Check each line of the listing below for the string "node", then copy every line that has it.

GIVEN RECORDS: Begin

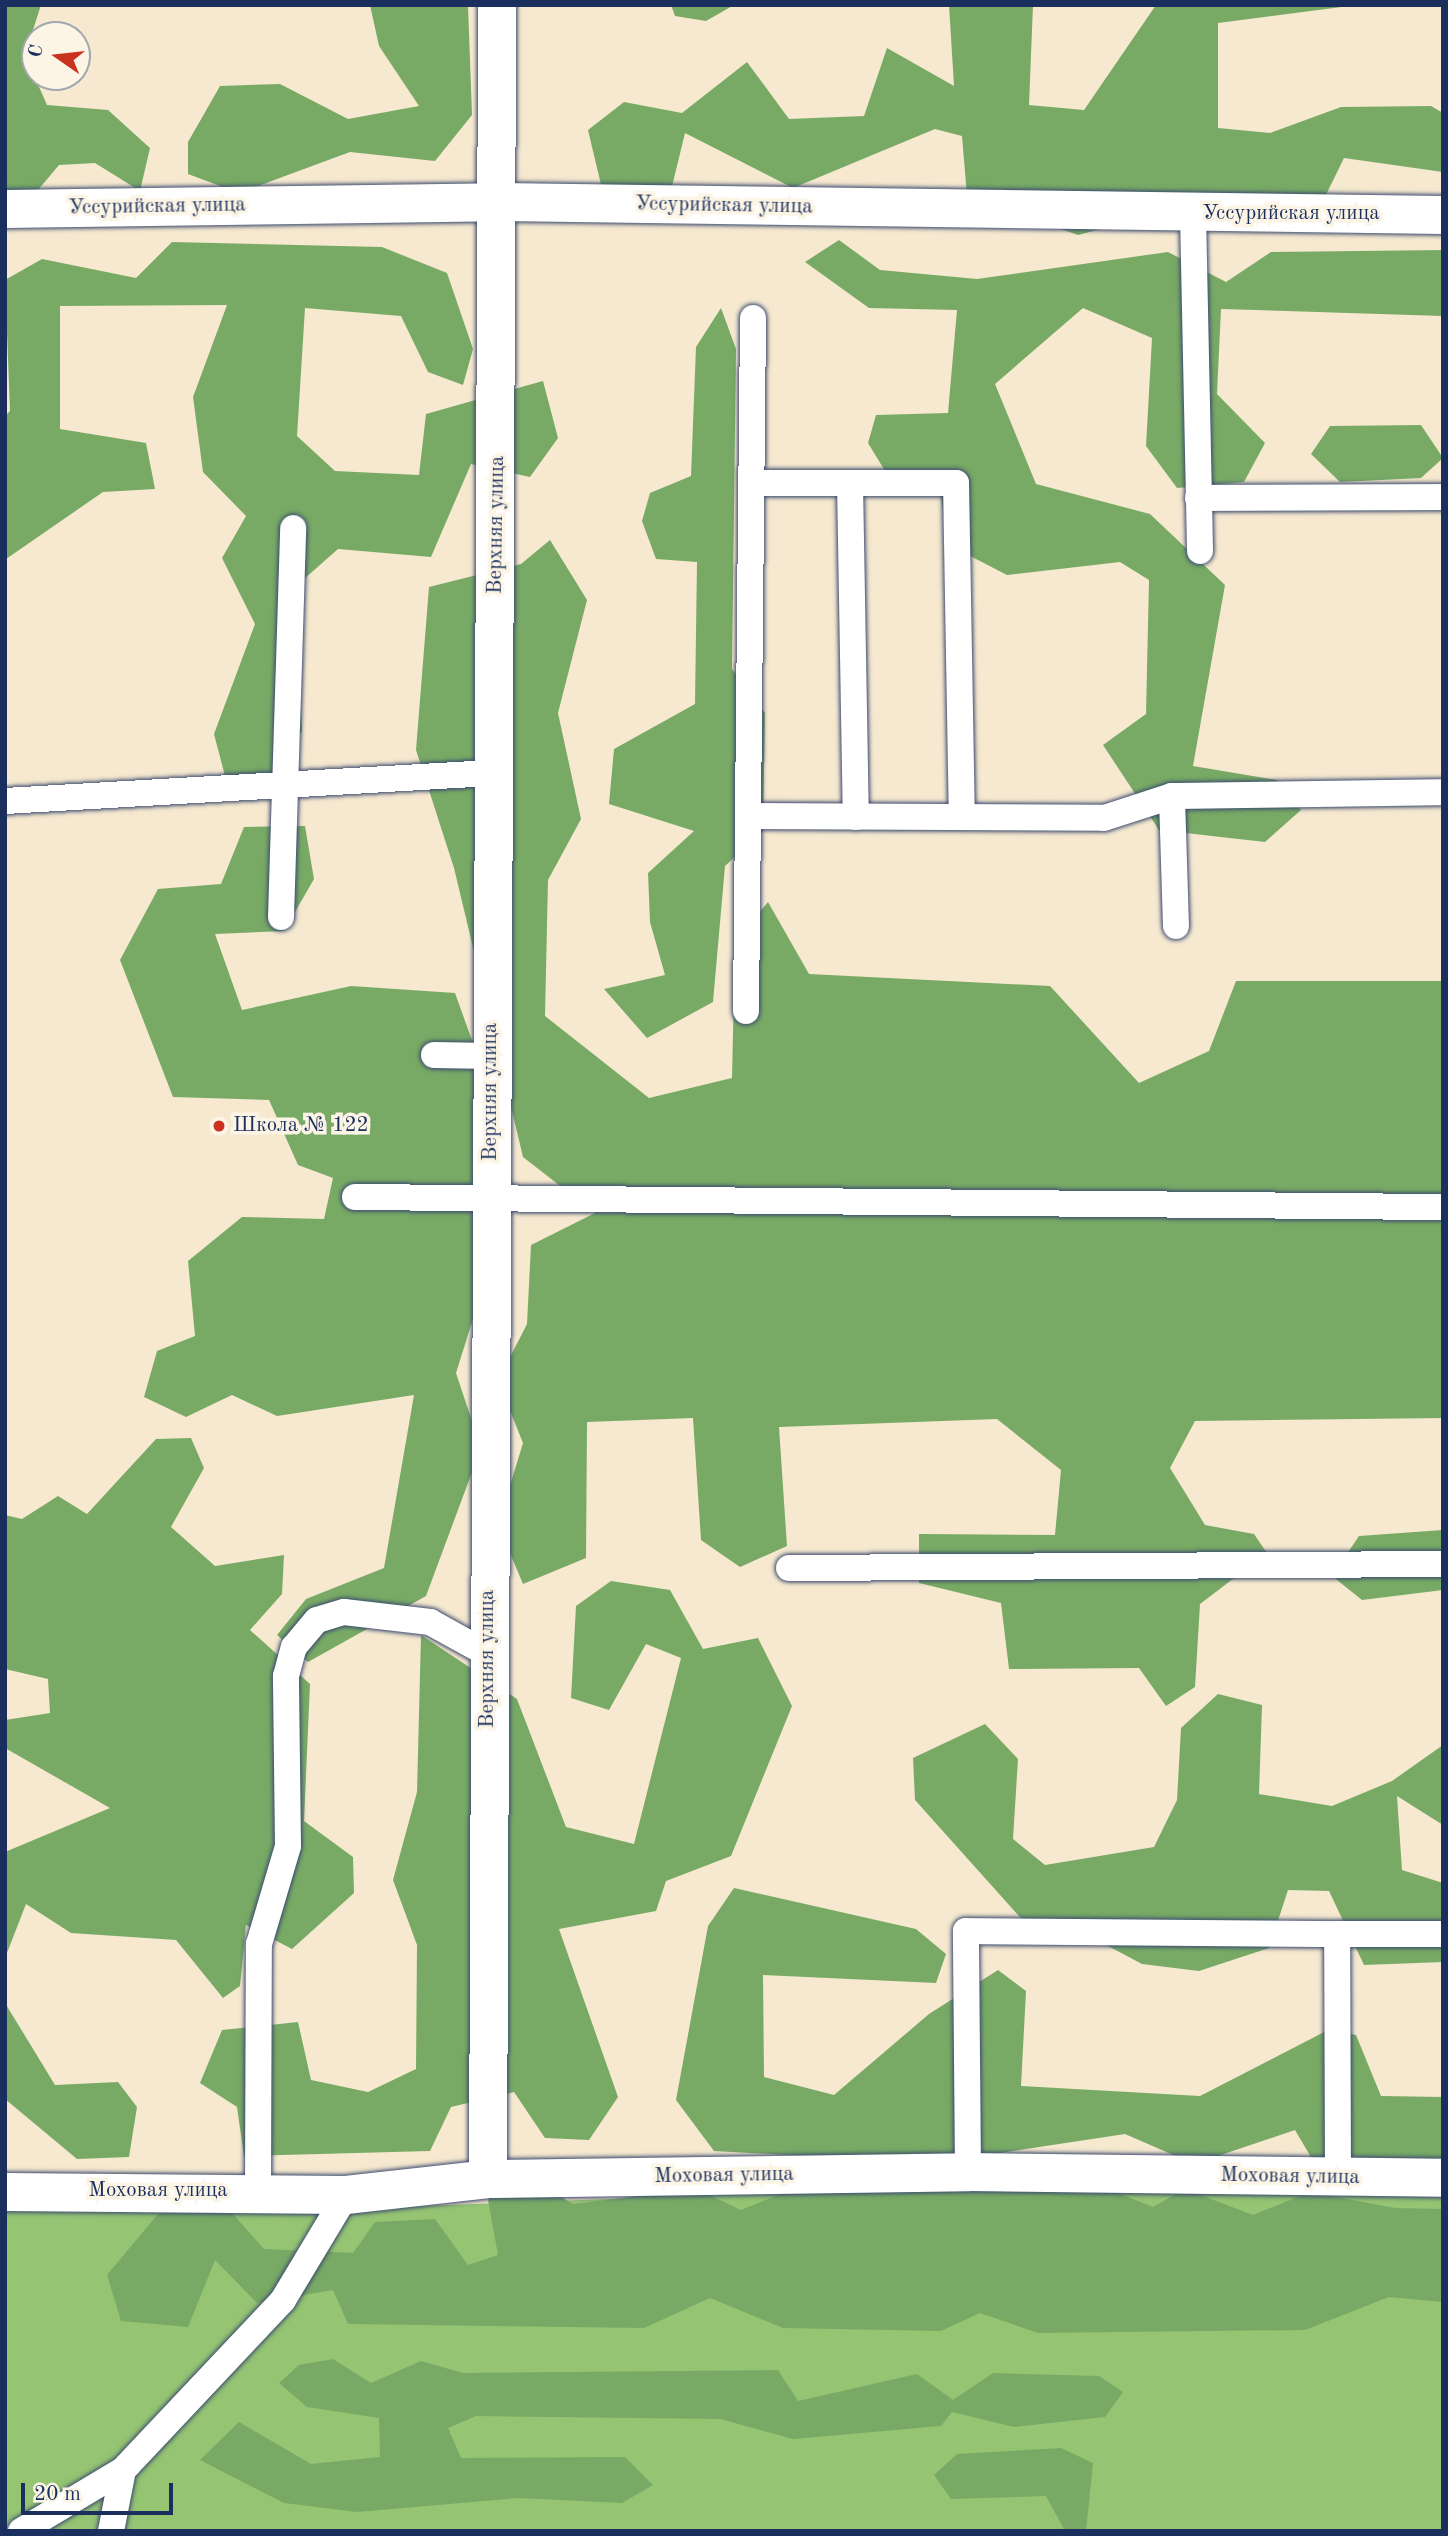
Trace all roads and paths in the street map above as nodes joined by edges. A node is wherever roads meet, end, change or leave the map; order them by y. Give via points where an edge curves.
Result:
1 (498, 5) edge
2 (501, 202) junction
3 (5, 209) edge
4 (1193, 214) junction
5 (1443, 215) edge
6 (753, 318) dead end
7 (751, 483) junction
8 (850, 483) junction
9 (1443, 497) edge
10 (1198, 498) junction
11 (293, 528) dead end
12 (1200, 551) dead end
13 (493, 773) junction
14 (285, 784) junction
15 (1443, 792) edge
16 (1172, 796) junction
17 (5, 801) edge
18 (748, 816) junction
19 (856, 817) junction
20 (962, 817) junction
21 (281, 917) dead end
22 (1176, 926) dead end
23 (746, 1011) dead end
24 (435, 1055) dead end
25 (492, 1056) junction
26 (355, 1197) dead end
27 (491, 1197) junction
28 (1443, 1207) edge
29 (1443, 1564) edge
30 (789, 1568) dead end
31 (488, 1654) junction
32 (1337, 1934) junction
33 (1443, 1934) edge
34 (968, 2172) junction
35 (1338, 2178) junction
36 (1443, 2178) edge
37 (488, 2179) junction
38 (258, 2191) junction
39 (5, 2192) edge
40 (346, 2195) junction
41 (122, 2470) junction
42 (21, 2531) edge
43 (111, 2531) edge

1 - 2 street, Верхняя улица
2 - 3 street, Уссурийская улица
2 - 4 street, Уссурийская улица
2 - 13 street, Верхняя улица
4 - 5 street, Уссурийская улица
4 - 10 lane
6 - 7 lane
7 - 8 lane
7 - 18 lane
8 - 19 lane
8 - 20 lane via 956,483
9 - 10 lane
10 - 12 lane
11 - 14 lane
13 - 14 lane
13 - 25 street, Верхняя улица
14 - 17 lane
14 - 21 lane
15 - 16 lane
16 - 20 lane via 1104,818
16 - 22 lane
18 - 19 lane
18 - 23 lane
19 - 20 lane
24 - 25 lane
25 - 27 street, Верхняя улица
26 - 27 lane
27 - 28 lane
27 - 31 street, Верхняя улица
29 - 30 lane
31 - 37 street, Верхняя улица
31 - 38 lane via 430,1622 344,1612 317,1620 294,1647 286,1676 288,1846 259,1944
32 - 33 lane
32 - 34 lane via 966,1931
32 - 35 lane
34 - 35 street, Моховая улица
34 - 37 street, Моховая улица
35 - 36 street, Моховая улица
37 - 40 street, Моховая улица
38 - 39 street, Моховая улица
38 - 40 street, Моховая улица
40 - 41 lane via 283,2300
41 - 42 lane
41 - 43 lane

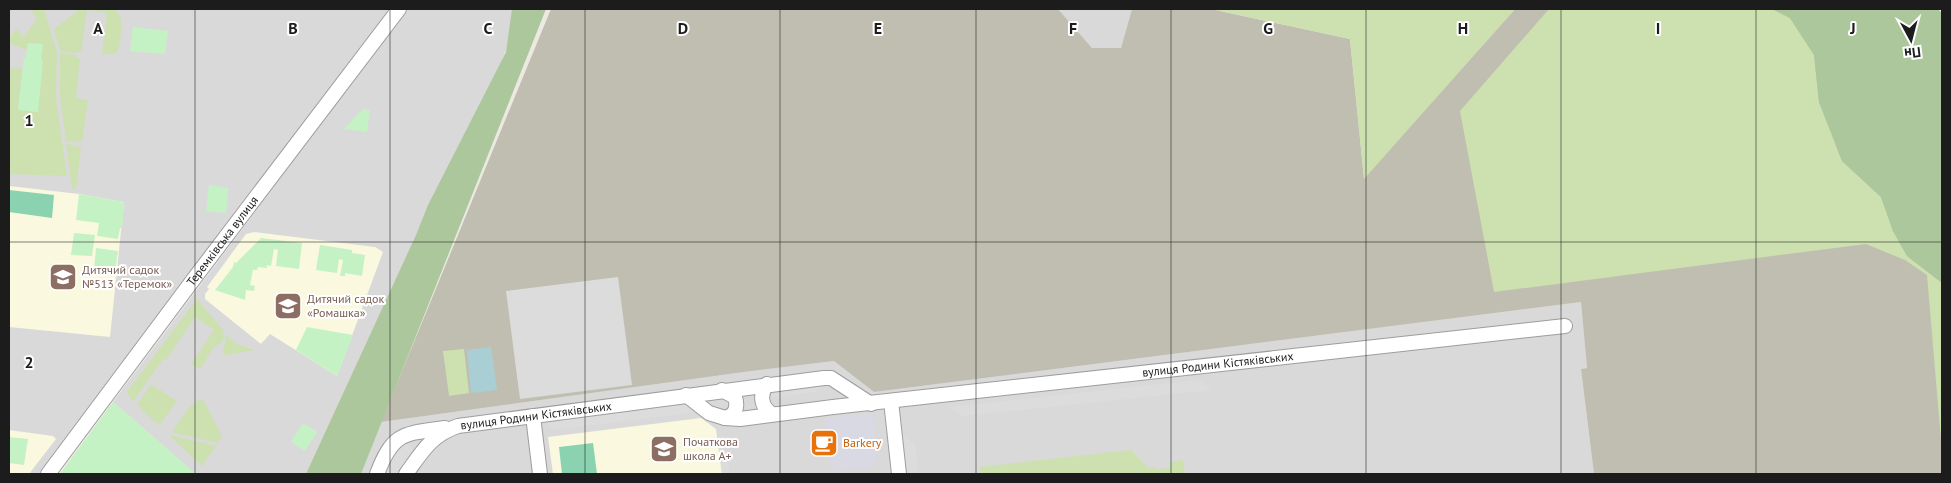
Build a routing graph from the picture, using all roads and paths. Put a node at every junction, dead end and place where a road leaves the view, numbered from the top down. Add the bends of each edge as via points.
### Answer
1 (399, 9) edge
2 (1565, 326) dead end
3 (834, 380) junction
4 (767, 384) junction
5 (722, 390) junction
6 (686, 395) junction
7 (891, 402) junction
8 (871, 404) junction
9 (834, 407) junction
10 (772, 414) junction
11 (533, 416) junction
12 (725, 418) junction
13 (458, 426) junction
14 (48, 474) edge
15 (377, 474) edge
16 (406, 474) edge
17 (540, 474) edge
18 (899, 474) edge

1 - 14 street, Теремківська вулиця
2 - 7 street, вулиця Родини Кістяківських
3 - 4 street, вулиця Родини Кістяківських via 824,378
3 - 8 street
3 - 9 street via 841,391
4 - 5 street, вулиця Родини Кістяківських
4 - 10 street via 763,404
5 - 6 street, вулиця Родини Кістяківських
5 - 12 street via 735,397 737,404 733,415
6 - 11 street, вулиця Родини Кістяківських
6 - 12 street, вулиця Родини Кістяківських via 709,413
7 - 8 street, вулиця Родини Кістяківських
7 - 18 street
8 - 9 street, вулиця Родини Кістяківських
9 - 10 street, вулиця Родини Кістяківських
10 - 12 street, вулиця Родини Кістяківських
11 - 13 street, вулиця Родини Кістяківських
11 - 17 street
13 - 15 street via 400,437 388,449
13 - 16 street, вулиця Родини Кістяківських via 436,436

GIVEN RECORDS: End

◆ **RESULT**:
Trace all roads and paths in the street map above as nodes joined by edges. A node is wherever roads meet, end, change or leave the map; order them by y. Give via points where an edge curves.
Build a routing graph from the picture, using all roads and paths. Put a node at every junction, dead end and place where a road leaves the view, numbered from the top down. Add the bends of each edge as via points.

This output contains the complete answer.